Hepatitis A virus (HAV) and hepatitis B virus (HBV) can have fatal consequences for people who already have chronic liver disease, yet widely available vaccines against these viruses are not being used nearly as often as they should, according to a report in the October 2011 issue of Hepatology. In fact, people living with HCV—along with those living with diabetes, another high-risk group—were no more likely to have been vaccinated than members of the general U.S. population.

Though vaccination rates in the United States have increased in recent years—HAV by 70 percent and HBV by 40 percent—they remain low: 60 percent of adults remain vulnerable to HAV infection and only 20 percent have been vaccinated against hepatitis B.

Vaccination against HAV and/or HBV is especially important for people with chronic liver disease, including those living with HCV or HBV. Hepatitis A and hepatitis B can cause serious, rapidly progressive illness leading to liver failure and death in people with underlying liver disease. People with diabetes were included in this study as a high-risk group because non-alcoholic fatty liver disease (NAFLD) is common among diabetics, and diabetes itself increases the risk for liver damage.  

Zobair Younossi, MD, MPH, and Maria Stepanova, PhD, researchers from the Center for Liver Diseases and Department of Medicine at Inova Fairfax Hospital, and the Betty and Guy Beatty Center for Integrated Research in Falls Church, Virginia, used data collected in the National Health and Nutrition Examination Survey (NHANES) from 1999 until 2008. They looked at rates of chronic liver disease and diabetes, among almost 25,000 NHANES participants. Overall, 14 percent of the group had chronic liver disease—such as hepatitis B, hepatitis C, alcohol-related liver disease, iron overload and NAFLD—and 8.6 percent had diabetes.

The researchers also looked at vaccination rates, and immunity to, HAV and HBV. During the period between 2005 and 2008, a mere 20 percent of people with chronic liver disease were vaccinated against HAV. Hepatitis B vaccination was reported by only 32 percent of people with chronic liver disease. Both HAV and HBV vaccination rates among the general public were similar. However, people with diabetes were far less likely to have been vaccinated against hepatitis A (15 percent) or hepatitis B (22 percent).
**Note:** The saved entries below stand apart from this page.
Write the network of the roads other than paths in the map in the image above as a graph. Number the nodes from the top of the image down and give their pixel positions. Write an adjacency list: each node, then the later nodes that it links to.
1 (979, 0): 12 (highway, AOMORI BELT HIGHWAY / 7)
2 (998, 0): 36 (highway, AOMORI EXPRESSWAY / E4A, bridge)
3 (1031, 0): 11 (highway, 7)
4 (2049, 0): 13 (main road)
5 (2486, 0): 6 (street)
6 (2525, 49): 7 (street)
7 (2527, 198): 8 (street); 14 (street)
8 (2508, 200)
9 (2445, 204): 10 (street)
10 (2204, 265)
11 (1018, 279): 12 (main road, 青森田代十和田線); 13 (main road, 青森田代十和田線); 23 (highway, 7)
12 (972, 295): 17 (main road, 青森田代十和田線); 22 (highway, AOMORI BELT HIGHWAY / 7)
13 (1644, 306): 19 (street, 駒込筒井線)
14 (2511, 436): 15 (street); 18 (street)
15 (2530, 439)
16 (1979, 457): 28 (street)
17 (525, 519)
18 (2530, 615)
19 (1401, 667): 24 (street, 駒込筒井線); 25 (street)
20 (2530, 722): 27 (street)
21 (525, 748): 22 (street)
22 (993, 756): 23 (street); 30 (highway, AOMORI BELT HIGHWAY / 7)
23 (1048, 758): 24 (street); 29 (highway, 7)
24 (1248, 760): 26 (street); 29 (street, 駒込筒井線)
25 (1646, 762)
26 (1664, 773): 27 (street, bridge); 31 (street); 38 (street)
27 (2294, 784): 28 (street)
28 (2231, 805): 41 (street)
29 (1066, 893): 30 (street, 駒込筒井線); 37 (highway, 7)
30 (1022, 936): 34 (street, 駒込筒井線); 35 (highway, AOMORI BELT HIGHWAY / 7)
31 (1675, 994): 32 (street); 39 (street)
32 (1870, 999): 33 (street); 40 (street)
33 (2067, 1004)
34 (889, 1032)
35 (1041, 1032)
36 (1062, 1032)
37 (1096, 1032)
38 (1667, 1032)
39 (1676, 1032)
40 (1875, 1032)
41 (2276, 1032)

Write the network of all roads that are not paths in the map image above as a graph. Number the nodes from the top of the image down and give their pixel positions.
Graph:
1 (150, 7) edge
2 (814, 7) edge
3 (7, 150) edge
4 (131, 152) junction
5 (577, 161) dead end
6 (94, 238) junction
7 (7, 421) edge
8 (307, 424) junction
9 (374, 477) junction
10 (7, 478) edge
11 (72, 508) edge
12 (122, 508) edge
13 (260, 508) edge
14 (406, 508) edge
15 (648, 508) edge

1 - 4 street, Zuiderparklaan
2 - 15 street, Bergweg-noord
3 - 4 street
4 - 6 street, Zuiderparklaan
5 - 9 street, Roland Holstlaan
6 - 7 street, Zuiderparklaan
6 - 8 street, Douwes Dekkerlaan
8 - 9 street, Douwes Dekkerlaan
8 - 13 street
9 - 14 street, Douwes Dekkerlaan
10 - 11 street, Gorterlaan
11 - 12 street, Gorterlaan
Vaccination was considered effective when people who reported receiving at least one dose of HAV or HBV vaccine also had evidence of immunity to HAV or HBV.  Shockingly, the researchers found that vaccination against HAV and HBV was ineffective for 50 percent of both high-risk groups as well as the general population. The authors attributed this to incomplete vaccination, since many people did not receive the entire series of injections required for full immunity (two injections for HAV and three injections for HBV). In addition, both vaccines were less effective for obese people, and HBV vaccination was less effective for people over 65 years of age, and people with diabetes.
 
“Given the epidemic of obesity and diabetes, these findings, though preliminary, pose special interest and should be considered by vaccination manufacturers, healthcare providers, public health leaders, and health policy makers,” the authors wrote.

Although several sets of guidelines provide recommendations for HAV and HBV vaccination for high-risk groups, the authors noted that they are inconsistent and not widely implemented, and suggested that harmonization and implementation of these guidelines is urgent.

The authors strongly recommend prioritizing HAV and HBV vaccination in the United States, where obesity and diabetes are widespread among an aging population. “This situation requires immediate attention, given the public health implication of acute viral hepatitis in older patients, those with CLD as well as patients with obesity- and diabetes-related NAFLD,” they conclude.